That Sri Lankan military brutalizes Tamils is old hat. The Weekend Leader reproduces below an excerpt from a new book by Trevor Grant, Sri Lanka’s Secrets: How the Rajapaksa Regime Gets Away with Murder, which has more chilling facts

Rajapaksa cannot tolerate an inquiring media, because he has so much to hide. At every turning, in every nook and cranny of communal life, especially in the north, where the military brutalises the people on a daily basis, there are stories of terror and abject misery. Peter Arndt, the Brisbane-based executive officer of the Catholic Justice and Peace Commission, discovered this bleak truth during a visit to Vavuniya, in the heart of the Tamil homeland, in September 2013. His group met with a dozen women, all of whom were either the wives or mothers of Tamil men who were jailed, tortured, and in some cases killed.

A woman desperately seeks shelter for her child (Photos Courtesy: Monash University Publishing)

The stories were depressingly the same.
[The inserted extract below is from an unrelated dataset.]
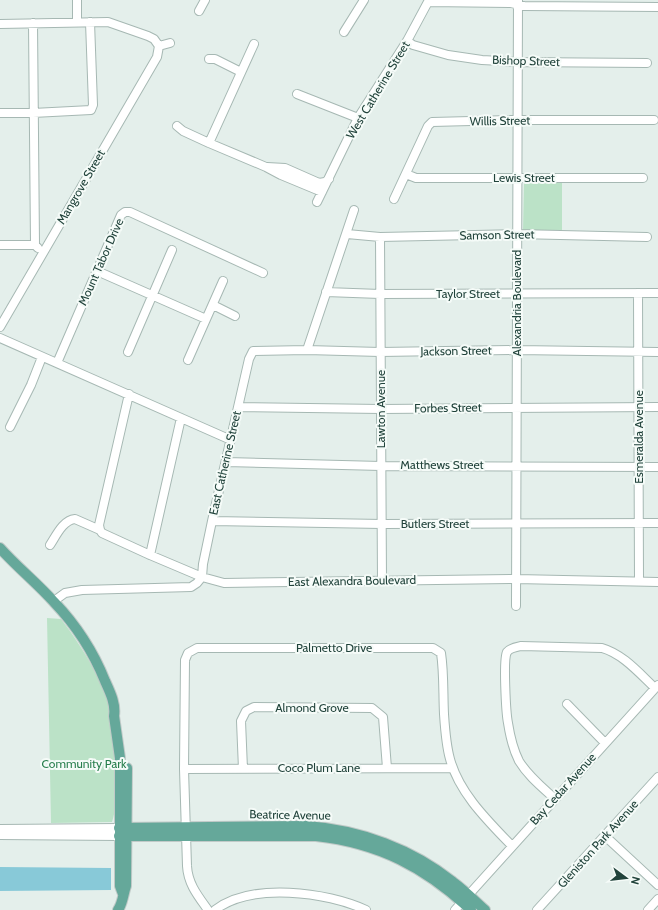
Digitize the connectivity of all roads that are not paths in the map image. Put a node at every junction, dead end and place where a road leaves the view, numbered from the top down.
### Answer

The men were questioned by authorities who were trying to get them to admit an association with the Tamil Tigers. There was often torture involved. Characteristically, the stories we got were that the men were made to kneel, their legs were trampled on and they were beaten.

Ethnic-cleansing and genocide were words I heard from the mouths of the Tamil people there. You know it’s true when you see the group of women I met; when you learn how the authorities were continually taking in men, in particular, with scant or no evidence, detaining them, separating them from their wives and families; you know it when you see the military authorities moving into that territory and marginalising the Tamil people in every way they can economically. Many people are not able to resume their normal occupations; the army and navy are taking away all the economic opportunities.
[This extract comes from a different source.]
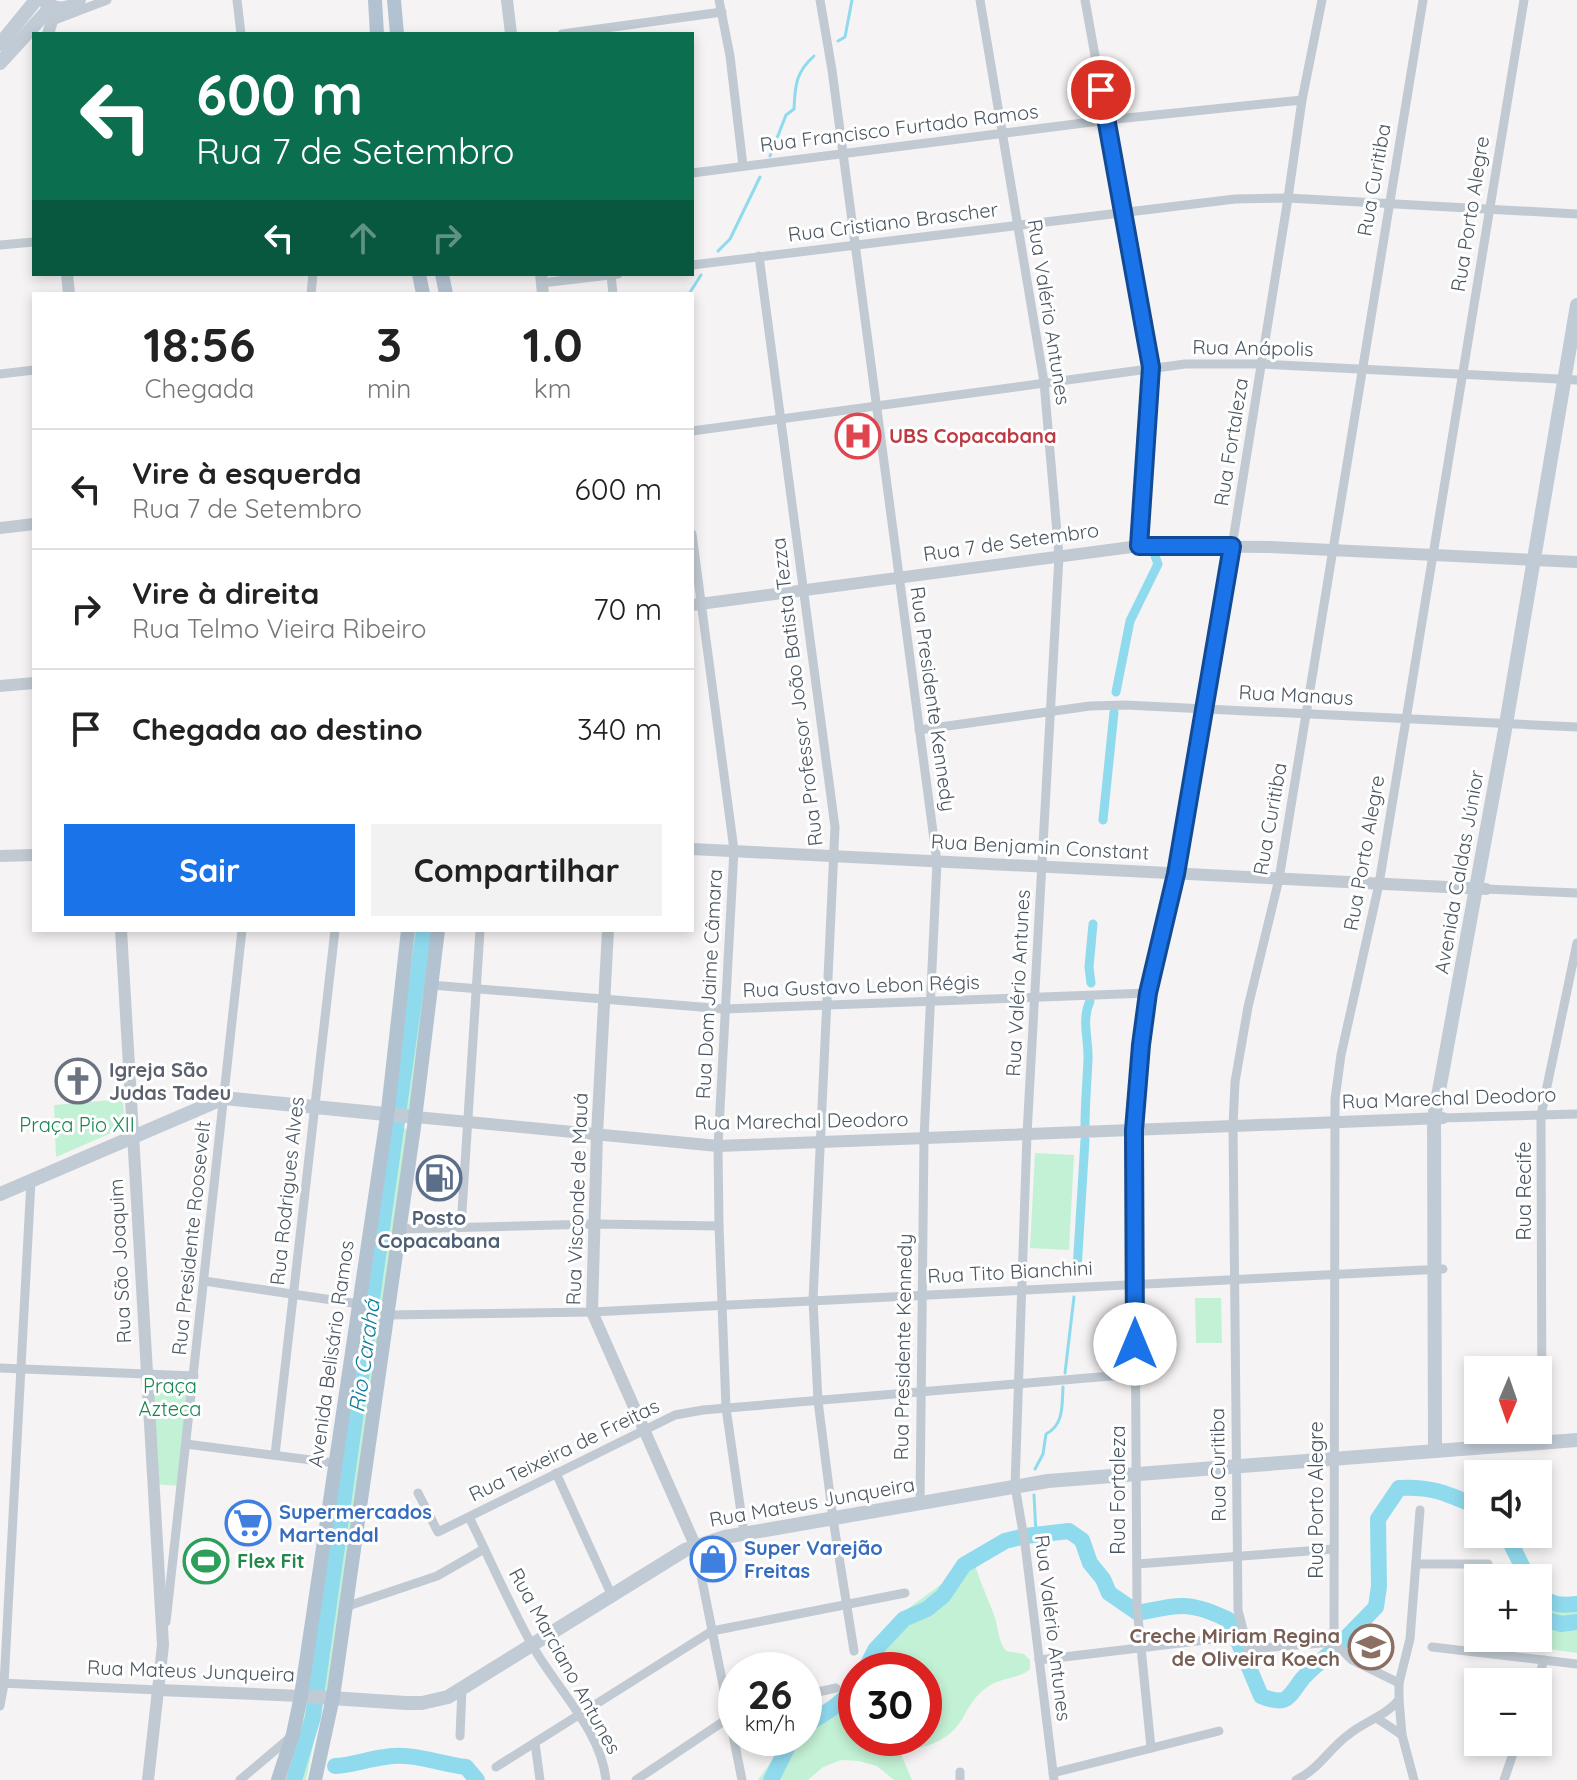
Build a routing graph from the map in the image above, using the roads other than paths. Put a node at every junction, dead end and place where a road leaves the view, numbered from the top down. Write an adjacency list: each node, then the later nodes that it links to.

People who speak out are always in difficulty. We were meant to meet a Jesuit priest there. He works with families of the forcibly disappeared and was one of two Catholic human rights workers who met with Navi Pillay on her trip just before we arrived. After the visit, the authorities questioned him. He’s been constantly threatened and followed ever since. Normally, he would have come to our gathering to talk about the situation. But we were told he simply doesn’t come to those meetings because he would bring the authorities with him. They follow him everywhere.

Bombs would hit the No Fire Zone, smoke would rise and people would scatter in all directions

If there were any doubts left in Arndt’s mind about the human cost of Sri Lankan government policy towards Tamils, they were dispelled when he made a visit to the homes of two victims.
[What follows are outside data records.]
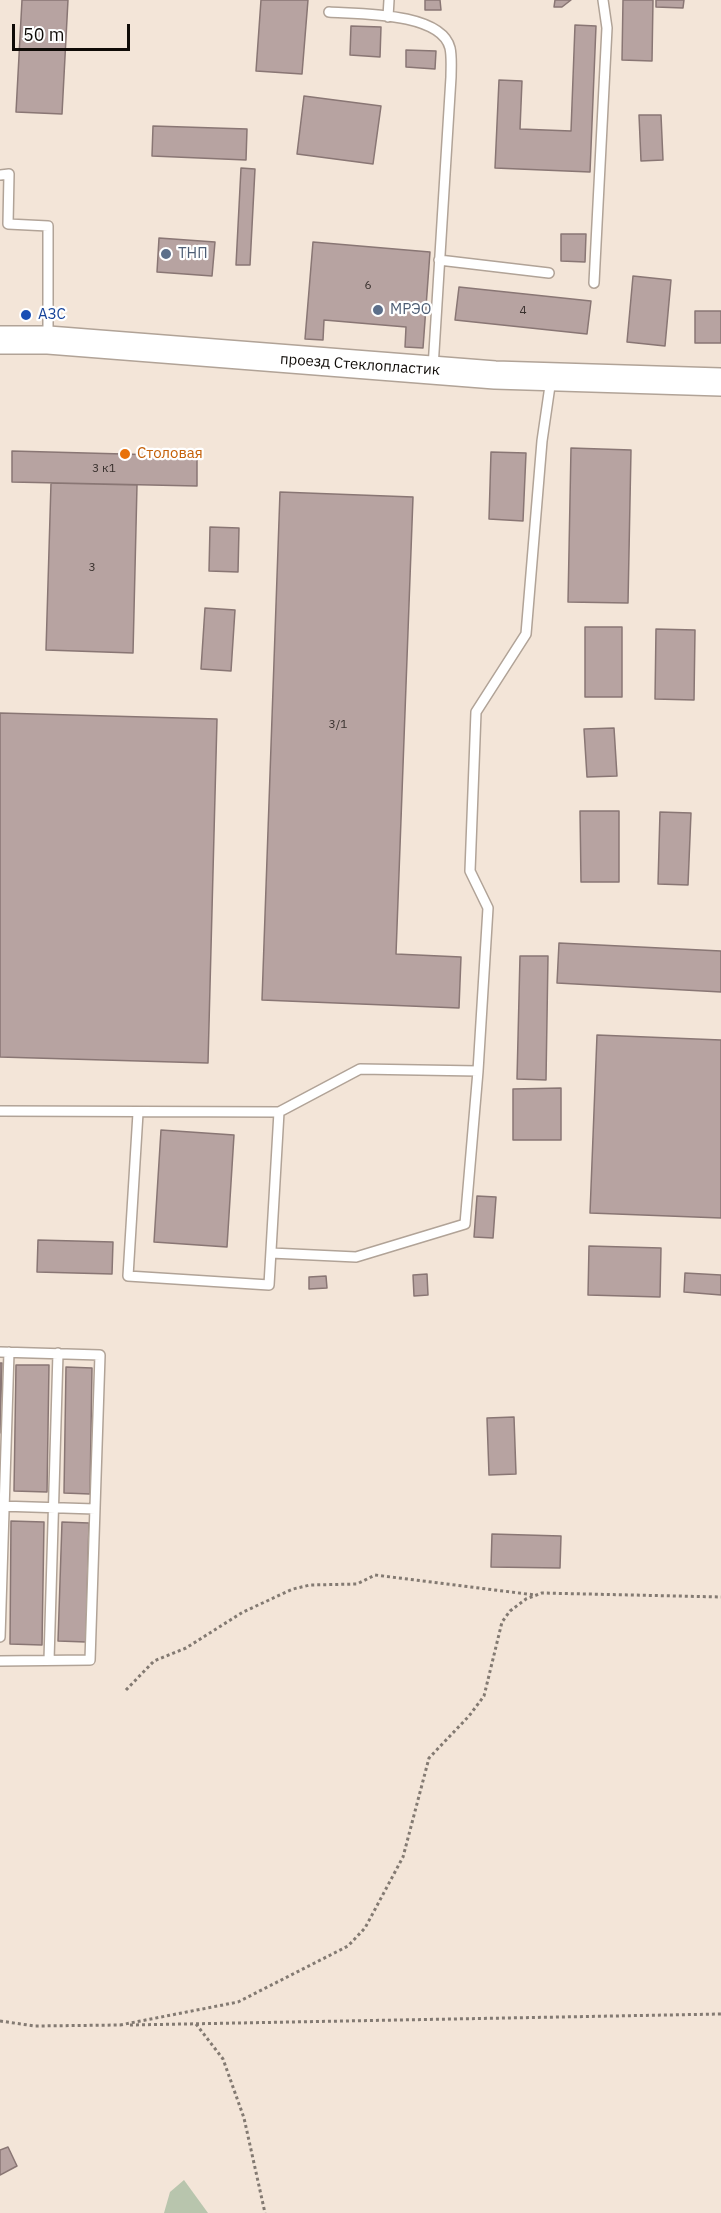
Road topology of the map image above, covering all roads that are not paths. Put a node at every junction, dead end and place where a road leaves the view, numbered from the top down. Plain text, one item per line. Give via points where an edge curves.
1 (389, 0) edge
2 (603, 0) edge
3 (329, 12) dead end
4 (388, 17) junction
5 (0, 175) edge
6 (439, 260) junction
7 (549, 273) dead end
8 (594, 283) dead end
9 (0, 340) edge
10 (48, 340) junction
11 (433, 370) junction
12 (551, 377) junction
13 (721, 382) edge
14 (478, 1071) junction
15 (0, 1111) edge
16 (279, 1112) junction
17 (138, 1113) junction
18 (271, 1253) junction
19 (4, 1352) edge
20 (58, 1353) junction
21 (2, 1506) edge
22 (54, 1508) junction
23 (95, 1509) junction
24 (0, 1637) edge
25 (49, 1660) junction
26 (0, 1661) edge

1 - 4 lane
2 - 8 lane via 607,28
3 - 4 lane
4 - 6 lane via 435,29 450,47
5 - 10 lane via 9,174 8,224 48,226
6 - 7 lane
6 - 11 lane
9 - 10 street, проезд Стеклопластик
10 - 11 street, проезд Стеклопластик
11 - 12 street, проезд Стеклопластик
12 - 13 street, проезд Стеклопластик
12 - 14 lane via 526,634 476,712 470,871 488,908
14 - 16 lane via 360,1069
14 - 18 lane via 465,1224 356,1257
15 - 17 lane
16 - 17 lane
16 - 18 lane
17 - 18 lane via 128,1276 269,1285
19 - 20 lane
19 - 21 lane
20 - 22 lane
20 - 23 lane via 100,1355
21 - 22 lane
21 - 24 lane
22 - 23 lane
22 - 25 lane
23 - 25 lane via 90,1660
25 - 26 lane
I’ll never forget these two women. One of them had moved with her husband and son from Jaffna to Vavuniya so the son could study at a technical college. They had invested all their hopes in him. The husband was too sick to work. The son’s future income was everything to them. One day he was taken into custody. When he and others were going to be moved to a jail down south, well away from their families, the prisoners protested. They were severely beaten. He died a few days later. His legs were broken and his body bruised from being beaten with chains. They even tried to force his mother to sign a letter saying he died of a heart attack.

Today she is filled with anger and sadness, and hopelessness. She took us back to her very simple home, a one-room mud-brick house with coconut thatching, about the size of a normal Australian bedroom; no electricity, holes in the roof. There was a little shrine in that one room to her son who was gone, and with him their hope of any future gone, replaced by a life of misery and poverty.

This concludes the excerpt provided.